Question: How do you express \[\cos \left( 4\theta \right)\] in the terms of \[\cos \left( 2\theta \right)\] u...

Question

How do you express $\cos \left( 4\theta \right)$ in the terms of $\cos \left( 2\theta \right)$ using the double angle identity?

Answer 1

Solution

This type of question is bases on the concept of integration. First, we have to consider the given function which can be expressed as $\cos \left( 2\times 2\theta \right)$ . Assume $2\theta =x$ and thus we have to find the value of cos(2x). Use the identity of trigonometry, that is $\cos 2A={{\cos }^{2}}A-{{\sin }^{2}}A$ , in the obtained expression. Then, we need to use the identity ${{\sin }^{2}}A+{{\cos }^{2}}A=1$ in the obtained equation and convert the sine function to cosine function. And then substitute $2\theta$ in terms of x to get the final required answer

Complete step by step solution:
According to the question, we are asked to express $\cos \left( 4\theta \right)$ in the terms of $\cos \left( 2\theta \right)$ .
We have been given the function is $\cos \left( 4\theta \right)$ . --------(1)
We can write the function (1) as
$\cos \left( 4\theta \right)=\cos \left( 2\times 2\theta \right)$ .
Let us assume $2\theta$ to be x, that is $2\theta =x$ .
Now, we get
$\Rightarrow \cos \left( 4\theta \right)=\cos \left( 2x \right)$ .
We know that $\cos 2A={{\cos }^{2}}A-{{\sin }^{2}}A$ .
Using this double angle identity of trigonometry, we get
$\cos 2x={{\cos }^{2}}x-{{\sin }^{2}}x$ ------------(2)
But we know that ${{\sin }^{2}}A+{{\cos }^{2}}A=1$ .
We have to subtract ${{\cos }^{2}}A$ on both the sides of the identity.
$\Rightarrow {{\sin }^{2}}A+{{\cos }^{2}}A-{{\cos }^{2}}A=1-{{\cos }^{2}}A$
Since terms with opposite signs and same magnitude cancel out, we get
${{\sin }^{2}}A=1-{{\cos }^{2}}A$ .
Using this property in the expression (2), we get
$\cos 2x={{\cos }^{2}}x-\left( 1-{{\cos }^{2}}x \right)$
$\Rightarrow \cos 2x={{\cos }^{2}}x-1+{{\cos }^{2}}x$
On further simplification, we get
$\cos 2x=2{{\cos }^{2}}x-1$ .
But we have assumed $x=2\theta$ .
On substituting the value of x in the above expression, we get
$\cos \left( 2\times 2\theta \right)=2{{\cos }^{2}}\left( 2\theta \right)-1$
Therefore, we get
$\cos \left( 4\theta \right)=2{{\cos }^{2}}\left( 2\theta \right)-1$
Hence, we can express $\cos \left( 4\theta \right)$ as $2{{\cos }^{2}}\left( 2\theta \right)-1$ .
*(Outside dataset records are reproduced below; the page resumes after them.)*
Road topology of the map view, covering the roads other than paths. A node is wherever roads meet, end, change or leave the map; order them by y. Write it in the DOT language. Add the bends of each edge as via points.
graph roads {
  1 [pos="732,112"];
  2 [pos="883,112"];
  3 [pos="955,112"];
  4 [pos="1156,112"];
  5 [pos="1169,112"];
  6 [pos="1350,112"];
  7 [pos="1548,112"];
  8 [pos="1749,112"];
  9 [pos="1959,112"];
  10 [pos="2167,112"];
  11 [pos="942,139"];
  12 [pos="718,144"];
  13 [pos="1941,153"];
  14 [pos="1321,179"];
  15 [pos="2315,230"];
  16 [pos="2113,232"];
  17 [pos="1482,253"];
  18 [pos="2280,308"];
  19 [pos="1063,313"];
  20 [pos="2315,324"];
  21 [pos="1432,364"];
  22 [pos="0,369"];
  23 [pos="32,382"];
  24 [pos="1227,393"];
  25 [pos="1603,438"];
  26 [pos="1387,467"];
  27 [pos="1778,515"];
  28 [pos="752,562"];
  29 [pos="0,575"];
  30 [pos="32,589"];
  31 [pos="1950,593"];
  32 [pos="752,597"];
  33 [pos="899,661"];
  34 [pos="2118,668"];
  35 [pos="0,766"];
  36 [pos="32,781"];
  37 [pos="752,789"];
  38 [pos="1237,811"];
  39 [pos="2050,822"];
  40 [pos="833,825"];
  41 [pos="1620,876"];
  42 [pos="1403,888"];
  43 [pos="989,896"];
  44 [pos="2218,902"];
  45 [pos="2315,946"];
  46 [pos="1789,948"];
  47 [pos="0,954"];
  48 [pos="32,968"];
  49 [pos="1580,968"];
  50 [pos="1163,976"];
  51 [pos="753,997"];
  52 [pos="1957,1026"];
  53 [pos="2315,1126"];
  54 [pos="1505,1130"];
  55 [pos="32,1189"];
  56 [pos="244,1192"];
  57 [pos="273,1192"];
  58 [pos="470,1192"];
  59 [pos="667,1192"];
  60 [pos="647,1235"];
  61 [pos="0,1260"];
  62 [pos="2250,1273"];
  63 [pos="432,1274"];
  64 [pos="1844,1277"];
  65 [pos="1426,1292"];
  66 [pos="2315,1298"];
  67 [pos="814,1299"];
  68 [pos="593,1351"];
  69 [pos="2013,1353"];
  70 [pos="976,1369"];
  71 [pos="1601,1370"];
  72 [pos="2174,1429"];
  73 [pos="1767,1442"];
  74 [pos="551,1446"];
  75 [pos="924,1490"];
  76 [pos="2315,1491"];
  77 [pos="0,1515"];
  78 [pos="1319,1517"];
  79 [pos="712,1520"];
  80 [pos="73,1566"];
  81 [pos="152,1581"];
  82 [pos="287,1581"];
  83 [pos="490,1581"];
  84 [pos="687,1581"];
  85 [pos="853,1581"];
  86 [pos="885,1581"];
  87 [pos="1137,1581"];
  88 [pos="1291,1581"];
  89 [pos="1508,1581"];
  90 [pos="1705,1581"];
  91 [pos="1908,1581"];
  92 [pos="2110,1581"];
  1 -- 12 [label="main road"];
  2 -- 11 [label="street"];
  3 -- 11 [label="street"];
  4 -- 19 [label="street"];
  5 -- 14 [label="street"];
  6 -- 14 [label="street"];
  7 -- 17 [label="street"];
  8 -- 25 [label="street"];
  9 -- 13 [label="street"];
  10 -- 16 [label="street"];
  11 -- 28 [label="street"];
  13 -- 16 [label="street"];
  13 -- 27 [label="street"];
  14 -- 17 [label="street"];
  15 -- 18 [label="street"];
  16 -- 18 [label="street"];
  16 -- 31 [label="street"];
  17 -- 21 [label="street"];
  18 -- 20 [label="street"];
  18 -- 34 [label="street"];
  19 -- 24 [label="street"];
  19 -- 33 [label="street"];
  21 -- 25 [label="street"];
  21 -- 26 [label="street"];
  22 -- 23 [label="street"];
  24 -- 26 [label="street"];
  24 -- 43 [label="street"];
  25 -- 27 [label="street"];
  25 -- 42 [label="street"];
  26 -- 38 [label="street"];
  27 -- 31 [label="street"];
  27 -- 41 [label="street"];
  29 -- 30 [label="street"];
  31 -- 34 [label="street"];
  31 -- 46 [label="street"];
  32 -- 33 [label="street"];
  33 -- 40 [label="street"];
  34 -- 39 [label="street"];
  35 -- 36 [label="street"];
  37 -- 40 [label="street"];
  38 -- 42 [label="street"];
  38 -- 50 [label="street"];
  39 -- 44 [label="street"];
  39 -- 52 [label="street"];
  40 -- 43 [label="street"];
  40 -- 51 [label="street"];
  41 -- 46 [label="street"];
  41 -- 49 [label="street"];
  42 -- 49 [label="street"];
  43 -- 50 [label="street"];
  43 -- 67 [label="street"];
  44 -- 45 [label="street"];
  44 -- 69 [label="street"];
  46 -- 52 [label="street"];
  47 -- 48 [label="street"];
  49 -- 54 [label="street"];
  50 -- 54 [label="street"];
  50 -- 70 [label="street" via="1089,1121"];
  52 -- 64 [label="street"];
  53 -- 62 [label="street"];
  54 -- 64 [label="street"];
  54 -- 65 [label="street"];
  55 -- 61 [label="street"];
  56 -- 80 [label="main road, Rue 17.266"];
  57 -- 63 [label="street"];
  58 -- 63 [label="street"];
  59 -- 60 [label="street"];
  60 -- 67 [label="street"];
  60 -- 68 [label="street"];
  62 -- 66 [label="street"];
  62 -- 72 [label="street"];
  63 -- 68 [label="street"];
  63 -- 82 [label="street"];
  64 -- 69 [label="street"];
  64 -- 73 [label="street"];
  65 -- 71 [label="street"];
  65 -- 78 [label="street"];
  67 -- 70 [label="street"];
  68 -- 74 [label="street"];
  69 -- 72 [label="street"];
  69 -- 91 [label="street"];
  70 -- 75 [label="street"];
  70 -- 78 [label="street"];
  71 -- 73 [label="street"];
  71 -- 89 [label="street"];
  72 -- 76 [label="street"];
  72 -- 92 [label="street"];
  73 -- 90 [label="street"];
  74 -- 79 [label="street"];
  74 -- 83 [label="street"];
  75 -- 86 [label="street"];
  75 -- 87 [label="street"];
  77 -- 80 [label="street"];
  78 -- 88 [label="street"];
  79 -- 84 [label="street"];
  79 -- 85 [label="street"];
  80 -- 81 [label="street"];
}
Note: We should be thorough with the identities of trigonometry to solve this type of questions. Avoid calculation mistakes based on sign conventions. Also we can solve this question without substituting $x=2\theta$ . Instead we can solve the same keeping $2\theta$ as the angle.